RECORDS FOR THIS TASK Start Marker

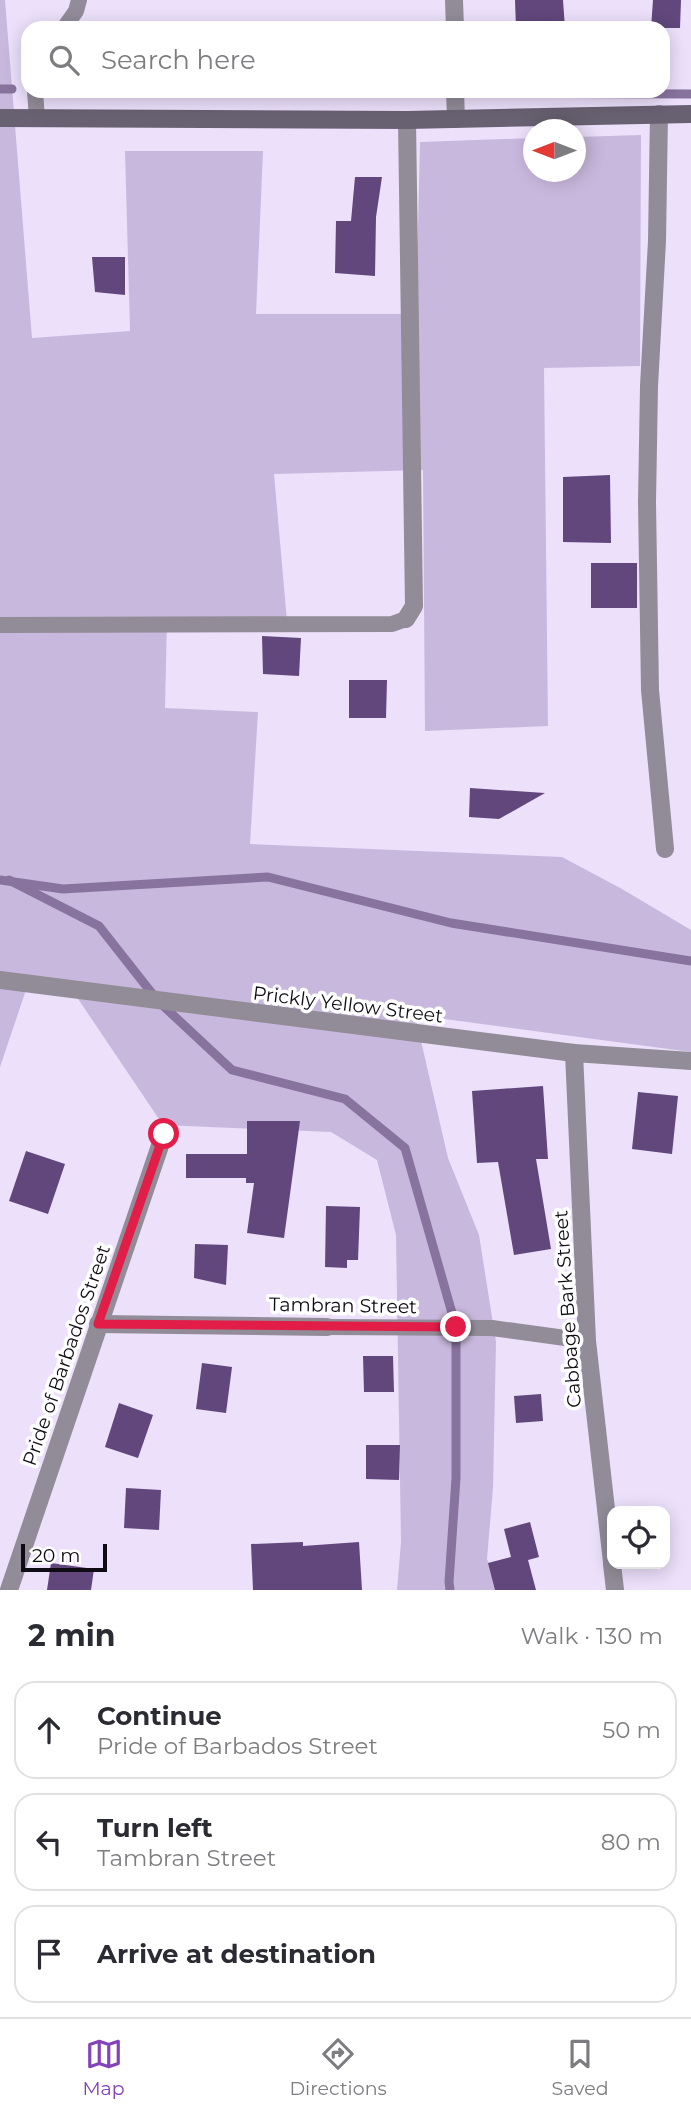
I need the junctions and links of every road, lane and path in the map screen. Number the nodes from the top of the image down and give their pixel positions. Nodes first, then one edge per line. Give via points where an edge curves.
1 (79, 0) edge
2 (454, 0) edge
3 (69, 21) edge
4 (455, 21) edge
5 (36, 98) edge
6 (455, 98) edge
7 (659, 114) junction
8 (691, 114) edge
9 (0, 118) edge
10 (37, 118) junction
11 (456, 119) junction
12 (407, 120) junction
13 (406, 619) joint
14 (0, 625) edge
15 (665, 849) dead end
16 (0, 980) edge
17 (574, 1053) junction
18 (691, 1061) edge
19 (164, 1134) dead end
20 (98, 1324) junction
21 (327, 1326) joint
22 (587, 1342) junction
23 (607, 1519) edge
24 (613, 1569) edge
25 (9, 1590) edge
26 (615, 1590) edge

1 - 3 lane
2 - 4 street
5 - 10 lane
6 - 11 street
7 - 8 main road
7 - 11 main road
7 - 15 street via 647,502 650,690
9 - 10 main road
10 - 12 main road
11 - 12 main road
12 - 13 street via 414,606
13 - 14 lane via 392,624
16 - 17 street, Prickly Yellow Street
17 - 18 street, Prickly Yellow Street
17 - 22 street, Cabbage Bark Street
19 - 20 street, Pride of Barbados Street
20 - 21 street, Tambran Street
20 - 25 street, Pride of Barbados Street
21 - 22 lane, Tambran Street via 492,1328
22 - 23 street, Cabbage Bark Street
24 - 26 street, Cabbage Bark Street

RECORDS FOR THIS TASK End Marker

[WORK TO COMPLETE]: The answer must be a word-for-word copy of all the entries, containing no pictures.

[EXPECTED ANSWER]:
I need the junctions and links of every road, lane and path in the map screen. Number the nodes from the top of the image down and give their pixel positions. Nodes first, then one edge per line. Give via points where an edge curves.
1 (79, 0) edge
2 (454, 0) edge
3 (69, 21) edge
4 (455, 21) edge
5 (36, 98) edge
6 (455, 98) edge
7 (659, 114) junction
8 (691, 114) edge
9 (0, 118) edge
10 (37, 118) junction
11 (456, 119) junction
12 (407, 120) junction
13 (406, 619) joint
14 (0, 625) edge
15 (665, 849) dead end
16 (0, 980) edge
17 (574, 1053) junction
18 (691, 1061) edge
19 (164, 1134) dead end
20 (98, 1324) junction
21 (327, 1326) joint
22 (587, 1342) junction
23 (607, 1519) edge
24 (613, 1569) edge
25 (9, 1590) edge
26 (615, 1590) edge

1 - 3 lane
2 - 4 street
5 - 10 lane
6 - 11 street
7 - 8 main road
7 - 11 main road
7 - 15 street via 647,502 650,690
9 - 10 main road
10 - 12 main road
11 - 12 main road
12 - 13 street via 414,606
13 - 14 lane via 392,624
16 - 17 street, Prickly Yellow Street
17 - 18 street, Prickly Yellow Street
17 - 22 street, Cabbage Bark Street
19 - 20 street, Pride of Barbados Street
20 - 21 street, Tambran Street
20 - 25 street, Pride of Barbados Street
21 - 22 lane, Tambran Street via 492,1328
22 - 23 street, Cabbage Bark Street
24 - 26 street, Cabbage Bark Street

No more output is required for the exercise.